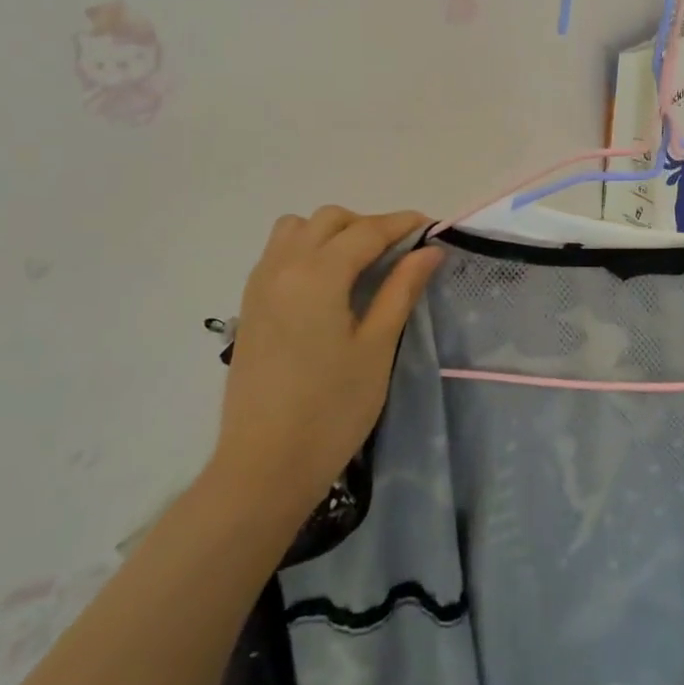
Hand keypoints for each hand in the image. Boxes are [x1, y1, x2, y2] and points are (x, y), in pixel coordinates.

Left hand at [205, 207, 442, 522]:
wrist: (265, 465)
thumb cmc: (332, 408)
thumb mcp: (377, 346)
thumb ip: (401, 290)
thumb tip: (429, 250)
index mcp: (317, 275)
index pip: (367, 230)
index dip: (403, 224)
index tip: (433, 228)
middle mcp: (283, 267)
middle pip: (330, 220)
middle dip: (369, 225)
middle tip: (401, 253)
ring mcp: (260, 285)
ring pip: (297, 229)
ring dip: (332, 233)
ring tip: (361, 265)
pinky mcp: (250, 306)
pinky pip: (278, 254)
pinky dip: (307, 250)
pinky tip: (328, 284)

....

REQUIREMENT:
Output the records exactly, and let none of their pictures appear in the copy.

ANSWER AREA:
Hand keypoints for each hand in the image. Boxes are [x1, y1, x2, y2] and points are (x, y), in pixel coordinates.

Left hand at [205, 207, 442, 522]:
wrist: (265, 465)
thumb cmc: (332, 408)
thumb mcp: (377, 346)
thumb ip: (401, 290)
thumb tip: (429, 250)
index mcp: (317, 275)
index pip: (367, 230)
index dip: (403, 224)
index tip: (433, 228)
middle mcp: (283, 267)
middle pip: (330, 220)
middle dip: (369, 225)
middle tip: (401, 253)
ring mcp: (260, 285)
ring pip: (297, 229)
ring dip: (332, 233)
ring tip: (361, 265)
pinky mcp: (250, 306)
pinky pip: (278, 254)
pinky dip: (307, 250)
pinky tip: (328, 284)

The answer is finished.